Ya? Really? Why? No why? Tell me why.
Well, you played him like a retard.
Hmmmm But it was written like that.
He was a simple man in a mythical village. He wasn’t a retard.
I think that was my intention. But if it doesn’t help the film, then it’s not at all a good choice.
I’m not at all sure of my performance.
And it was, what you said, “sentimental” acting. Like when you put your head on Deepika’s shoulder… Eewo.
Ya? See, a performance is a good performance if it serves the purpose of the script. If you analyse it separately, then that’s a different matter. So, so far all I know is that it has served the purpose of the script. I don’t kid myself when people say how cute and this and that. I don’t buy all that.
To be able to assess it myself, and thanks for saying this, because it really gives me a way to watch the movie a little more carefully and to see whether this quality that I’ve played helps or hinders the film.
I unfortunately don’t see your plays, but in the last few films, except Dedh Ishqiya, where I though you were just marvelous, you sleepwalk through your films.
Ya. Chaalis Chauraasi type of role I sleepwalk though. Jackpot I would sleepwalk though. Dedh Ishqiya, no. I was very keen on that. I enjoyed that very much.
You write a lot about mirrors. What’s your relationship with mirrors today?
What everybody’s relationship is. People may not admit it, but everybody is obsessed with mirrors all the time, right from the moment we can walk, I think. We look at ourselves in the mirror a great deal. And as far as I was concerned, I was examining myself, not admiring myself, because I saw very early that I don’t have the matinee idol looks. I knew that and that has not bothered me ever. So when I’ve been told, you are not good-looking and this and that, it never bothered me.
Now that I’m receiving compliments in my old age, it feels damn good. But I brush them off, as I would, any other. But the mirror helped me a great deal to discover my strengths, and to practice expressiveness.
I still work with the mirror when I’m doing a scene or something. I talk to myself in the mirror. Do my lines to myself, often.

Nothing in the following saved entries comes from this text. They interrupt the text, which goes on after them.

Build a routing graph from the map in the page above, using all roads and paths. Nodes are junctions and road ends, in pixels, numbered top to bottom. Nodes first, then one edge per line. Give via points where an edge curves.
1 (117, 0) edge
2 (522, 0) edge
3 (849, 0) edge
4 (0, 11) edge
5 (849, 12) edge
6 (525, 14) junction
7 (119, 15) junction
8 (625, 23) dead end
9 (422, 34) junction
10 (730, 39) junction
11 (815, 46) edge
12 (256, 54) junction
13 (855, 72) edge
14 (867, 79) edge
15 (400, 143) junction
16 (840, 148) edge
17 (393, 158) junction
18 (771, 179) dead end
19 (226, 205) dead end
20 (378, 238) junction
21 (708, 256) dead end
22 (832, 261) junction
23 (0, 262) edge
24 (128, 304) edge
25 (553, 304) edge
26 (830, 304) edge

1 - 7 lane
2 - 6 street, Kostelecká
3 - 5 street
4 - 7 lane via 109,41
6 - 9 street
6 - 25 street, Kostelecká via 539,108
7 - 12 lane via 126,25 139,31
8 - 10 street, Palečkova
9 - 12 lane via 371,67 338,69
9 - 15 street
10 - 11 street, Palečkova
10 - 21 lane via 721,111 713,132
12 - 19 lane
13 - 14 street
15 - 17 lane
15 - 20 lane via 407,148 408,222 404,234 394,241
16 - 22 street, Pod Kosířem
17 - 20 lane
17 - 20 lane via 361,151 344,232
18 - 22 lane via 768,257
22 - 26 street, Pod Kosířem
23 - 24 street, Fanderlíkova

This Jaspal/Shah, the way you’ve used it in the book is a bit freaky.
But you know, we were actually referred to as Jaspal-Shah. “Jaspal-Shah aa gaye?” As if we were one person. And we were very similar people in many ways.

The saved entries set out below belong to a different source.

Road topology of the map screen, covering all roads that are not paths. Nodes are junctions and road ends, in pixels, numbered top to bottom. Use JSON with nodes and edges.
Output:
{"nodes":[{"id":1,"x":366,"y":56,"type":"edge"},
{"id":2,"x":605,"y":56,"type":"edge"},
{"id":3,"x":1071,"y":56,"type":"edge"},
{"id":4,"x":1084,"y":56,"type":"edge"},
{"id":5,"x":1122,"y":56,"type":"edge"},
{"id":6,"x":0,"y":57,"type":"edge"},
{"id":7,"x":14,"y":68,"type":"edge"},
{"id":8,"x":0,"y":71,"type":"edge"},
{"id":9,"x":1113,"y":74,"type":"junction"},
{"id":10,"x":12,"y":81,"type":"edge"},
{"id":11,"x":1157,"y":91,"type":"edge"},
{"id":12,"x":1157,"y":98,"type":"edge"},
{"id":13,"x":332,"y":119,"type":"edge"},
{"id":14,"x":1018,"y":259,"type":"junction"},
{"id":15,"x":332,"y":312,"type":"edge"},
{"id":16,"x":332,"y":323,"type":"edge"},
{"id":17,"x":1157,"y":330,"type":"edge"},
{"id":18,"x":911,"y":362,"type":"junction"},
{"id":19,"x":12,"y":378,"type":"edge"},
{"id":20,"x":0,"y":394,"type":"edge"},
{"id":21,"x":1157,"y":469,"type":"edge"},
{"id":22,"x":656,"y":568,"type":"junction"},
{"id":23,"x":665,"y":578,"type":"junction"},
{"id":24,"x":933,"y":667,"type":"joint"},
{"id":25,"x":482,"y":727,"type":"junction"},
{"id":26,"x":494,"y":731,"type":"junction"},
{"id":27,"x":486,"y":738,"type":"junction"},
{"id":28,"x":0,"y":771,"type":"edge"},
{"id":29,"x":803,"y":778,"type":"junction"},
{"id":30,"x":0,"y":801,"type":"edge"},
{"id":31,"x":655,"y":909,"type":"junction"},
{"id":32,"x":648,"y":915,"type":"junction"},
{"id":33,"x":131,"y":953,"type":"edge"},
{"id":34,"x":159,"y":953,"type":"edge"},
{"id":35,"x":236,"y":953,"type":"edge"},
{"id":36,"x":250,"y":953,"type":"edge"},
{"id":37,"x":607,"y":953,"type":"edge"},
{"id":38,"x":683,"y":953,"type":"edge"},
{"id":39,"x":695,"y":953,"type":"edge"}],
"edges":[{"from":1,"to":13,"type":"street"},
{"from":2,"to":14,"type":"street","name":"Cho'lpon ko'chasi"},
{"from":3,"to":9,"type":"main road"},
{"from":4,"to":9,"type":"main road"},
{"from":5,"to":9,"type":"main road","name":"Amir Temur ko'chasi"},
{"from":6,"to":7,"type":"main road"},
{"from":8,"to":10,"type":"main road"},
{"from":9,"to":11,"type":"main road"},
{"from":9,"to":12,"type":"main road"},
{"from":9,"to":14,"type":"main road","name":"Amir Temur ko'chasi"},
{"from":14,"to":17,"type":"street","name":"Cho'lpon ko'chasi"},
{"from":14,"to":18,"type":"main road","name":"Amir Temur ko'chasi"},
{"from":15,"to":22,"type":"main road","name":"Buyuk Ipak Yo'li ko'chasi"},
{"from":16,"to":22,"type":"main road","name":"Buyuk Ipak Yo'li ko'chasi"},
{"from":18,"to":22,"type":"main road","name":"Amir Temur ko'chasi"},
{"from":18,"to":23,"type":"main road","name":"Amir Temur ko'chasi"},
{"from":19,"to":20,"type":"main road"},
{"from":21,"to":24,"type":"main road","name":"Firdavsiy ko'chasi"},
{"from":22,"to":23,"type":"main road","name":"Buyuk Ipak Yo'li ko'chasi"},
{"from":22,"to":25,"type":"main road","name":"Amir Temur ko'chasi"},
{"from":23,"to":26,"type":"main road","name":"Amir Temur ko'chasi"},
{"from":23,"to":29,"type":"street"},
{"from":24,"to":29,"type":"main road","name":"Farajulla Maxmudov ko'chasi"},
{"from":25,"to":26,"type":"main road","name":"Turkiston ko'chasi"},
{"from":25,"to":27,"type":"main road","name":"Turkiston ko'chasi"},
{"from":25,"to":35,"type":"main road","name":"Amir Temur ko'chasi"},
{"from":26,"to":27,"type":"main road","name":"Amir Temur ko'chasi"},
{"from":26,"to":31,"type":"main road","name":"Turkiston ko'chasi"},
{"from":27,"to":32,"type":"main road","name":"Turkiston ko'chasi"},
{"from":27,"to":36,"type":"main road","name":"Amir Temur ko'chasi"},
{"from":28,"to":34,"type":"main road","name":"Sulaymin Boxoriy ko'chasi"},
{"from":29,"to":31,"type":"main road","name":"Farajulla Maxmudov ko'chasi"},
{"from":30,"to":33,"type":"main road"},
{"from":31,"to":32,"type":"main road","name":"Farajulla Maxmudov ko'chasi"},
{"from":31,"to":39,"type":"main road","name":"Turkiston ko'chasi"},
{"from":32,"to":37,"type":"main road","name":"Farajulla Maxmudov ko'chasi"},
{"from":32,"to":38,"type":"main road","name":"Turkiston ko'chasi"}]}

So you are not in touch with him?
Do you still have the scar?
That was a weird end to… were you friends, really friends, or you just hung around together?
I think we were friends. I really, really cared for him. I cared very deeply for him, and I think he cared very deeply for me as well. I think it was more than that. I sometimes wonder if it was a homosexual thing with him, this obsession that he developed about me.
You’ve described yourself as being quite arrogant. Could it be a reaction to that — in the sense that your best friend, or who you think is your best friend doesn’t see you, as an actor. Did you acknowledge him as an actor?
Oh yes. He was a very good singer. And I loved to listen to him sing. And he was a very good actor as well.
And at times I would actually be thinking that this part I’ve got should have probably gone to Jaspal. I got these singing roles and I couldn’t sing a bloody note. And Jaspal was playing some supporting role where he didn’t have to sing. And the thought did enter my head. That yaar, maybe Jaspal should have got this role. Aah! F*** it. I’ve got it. (Laughs)
So I didn’t entertain the thought for too long, but the thought did occur to me.
And surely it must have occurred to him. And then this whole thing, it was an illness you know, which can strike anybody.
You’ve describe yourself in the book as an arrogant, loud mouth, conceited, crabby bitch
That’s what other people call me, crabby bitch.
Is that how you see yourself?
At times I am, that. Loud mouth I don’t think I am any more.
Arrogance is part of my DNA, I suppose. I’m a crabby bitch because I don’t like how things are going, and sometimes I complain, sometimes I don’t.